Because Melatonin is naturally made in the body, it is usually very safe for your healthy furry friend. As well as this, its side effects are normally mild and do not last for long. The most common side effects of melatonin are vomiting, diarrhea, stomach cramps, and tiredness. These side effects tend to resolve within a few hours of taking the melatonin. So, unless melatonin is given in extremely high doses, your pooch is unlikely to become unwell after taking it. Just be sure to only use a melatonin product that is safe for dogs – avoid those containing xylitol and other harmful sweeteners. If in doubt, always ask your vet for advice.

Despite being safe to use, melatonin may have adverse effects on pre-existing conditions. For example, melatonin should not be given to dogs with autoimmune conditions. This is because melatonin stimulates the function of the immune system, potentially contradicting any immunosuppressive medications that your dog is taking. Furthermore, there may be a higher risk of liver problems with melatonin. Over time, the liver becomes less able to metabolize melatonin in the body, but the extent of this is not well-studied. Lastly, the safety of melatonin use during pregnancy is not clear yet. To be safe, avoid giving melatonin to your pregnant pooch where possible.

What happens if a dog has too much melatonin?

Every medicine has an LD 50. This is the lethal dose when 50 percent of subjects would die of exposure. Interestingly, no LD 50 has been found for melatonin! Even extremely high doses have not proven fatal for animals. However, this does not mean that melatonin cannot be harmful in excess. In extremely high doses, melatonin may cause paranoia, confusion, hallucinations, anxiety, and dizziness in humans. Because of these risks, it is important to stick with the dose that you normally give to your pooch!

Make sure that you know the signs of a melatonin overdose. Accidents happen, and you must be prepared for this. If your dog shows signs of a melatonin overdose, get in contact with your vet right away. You may also contact the Pet Poison Helpline for quick advice.

Can melatonin cause seizures in dogs?

The effects of melatonin on seizures are not completely understood, but a melatonin overdose may cause seizures. At the same time, there may still be a small risk with smaller doses of melatonin. But why is this? To begin, people with epilepsy have lower melatonin levels than average. These lower melatonin levels might contribute to seizure activity. Conversely, melatonin levels increase dramatically during a seizure in humans. Being able to establish a balance that reduces seizure activity is thus quite difficult, and so, the relationship between melatonin and seizures in dogs is less understood. In one study, it was found that melatonin concentrations were not significantly different between dogs with and without seizures. As a result of this, the effects of melatonin supplements on seizures seem to vary.

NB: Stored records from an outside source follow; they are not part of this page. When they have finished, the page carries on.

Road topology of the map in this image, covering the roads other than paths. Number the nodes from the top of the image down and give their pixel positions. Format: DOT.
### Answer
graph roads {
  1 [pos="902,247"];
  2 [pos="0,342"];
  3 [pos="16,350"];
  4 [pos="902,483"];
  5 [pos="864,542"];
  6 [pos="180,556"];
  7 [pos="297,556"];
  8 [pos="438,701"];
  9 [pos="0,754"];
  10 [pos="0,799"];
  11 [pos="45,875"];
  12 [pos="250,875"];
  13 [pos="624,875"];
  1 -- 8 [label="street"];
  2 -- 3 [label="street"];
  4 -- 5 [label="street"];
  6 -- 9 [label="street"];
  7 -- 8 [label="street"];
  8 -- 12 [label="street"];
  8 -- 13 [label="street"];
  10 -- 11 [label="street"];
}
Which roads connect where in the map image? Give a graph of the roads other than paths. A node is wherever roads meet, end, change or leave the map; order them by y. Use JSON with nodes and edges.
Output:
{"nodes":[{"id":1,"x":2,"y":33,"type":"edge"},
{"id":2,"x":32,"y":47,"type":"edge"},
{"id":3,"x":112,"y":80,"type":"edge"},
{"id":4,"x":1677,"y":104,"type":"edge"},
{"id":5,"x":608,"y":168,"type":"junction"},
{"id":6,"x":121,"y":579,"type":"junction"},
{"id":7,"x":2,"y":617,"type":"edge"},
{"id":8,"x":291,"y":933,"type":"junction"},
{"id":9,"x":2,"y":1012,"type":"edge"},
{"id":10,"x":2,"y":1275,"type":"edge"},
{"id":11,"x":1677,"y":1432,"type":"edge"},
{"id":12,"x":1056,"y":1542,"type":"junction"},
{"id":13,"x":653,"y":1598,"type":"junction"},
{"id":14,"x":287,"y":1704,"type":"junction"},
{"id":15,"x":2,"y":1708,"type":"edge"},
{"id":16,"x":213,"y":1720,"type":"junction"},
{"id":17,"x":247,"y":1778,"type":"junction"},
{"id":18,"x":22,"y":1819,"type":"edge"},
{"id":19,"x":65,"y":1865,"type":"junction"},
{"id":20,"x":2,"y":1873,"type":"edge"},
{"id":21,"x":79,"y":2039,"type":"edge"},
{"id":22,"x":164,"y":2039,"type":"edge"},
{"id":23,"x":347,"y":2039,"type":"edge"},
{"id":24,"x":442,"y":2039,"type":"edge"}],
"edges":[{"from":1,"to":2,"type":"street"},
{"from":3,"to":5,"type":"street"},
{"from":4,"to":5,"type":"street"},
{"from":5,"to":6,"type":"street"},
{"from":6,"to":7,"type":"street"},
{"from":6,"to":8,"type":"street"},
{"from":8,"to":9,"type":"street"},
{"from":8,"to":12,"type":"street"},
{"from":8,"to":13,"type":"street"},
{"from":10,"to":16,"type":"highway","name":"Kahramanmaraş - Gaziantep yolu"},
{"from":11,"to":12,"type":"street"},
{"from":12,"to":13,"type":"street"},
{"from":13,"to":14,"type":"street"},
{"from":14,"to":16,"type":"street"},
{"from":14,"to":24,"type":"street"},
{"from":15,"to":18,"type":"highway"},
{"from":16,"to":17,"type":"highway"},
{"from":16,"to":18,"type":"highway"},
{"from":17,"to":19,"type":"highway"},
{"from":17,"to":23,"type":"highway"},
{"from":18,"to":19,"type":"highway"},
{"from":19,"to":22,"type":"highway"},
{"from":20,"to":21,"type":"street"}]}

What we do know for sure is that a melatonin overdose may cause seizures. While melatonin is not usually dangerous, extremely high doses can cause side effects such as vomiting, diarrhea, anxiety, and seizures. In the event of an overdose, make sure to call your vet right away.

Melatonin for dogs is safe when given in small doses to a physically healthy dog. However, you must be careful to not overdose your pooch on melatonin. While melatonin is not dangerous enough to cause death, it may cause seizures, anxiety, restlessness, and other problems for your pet.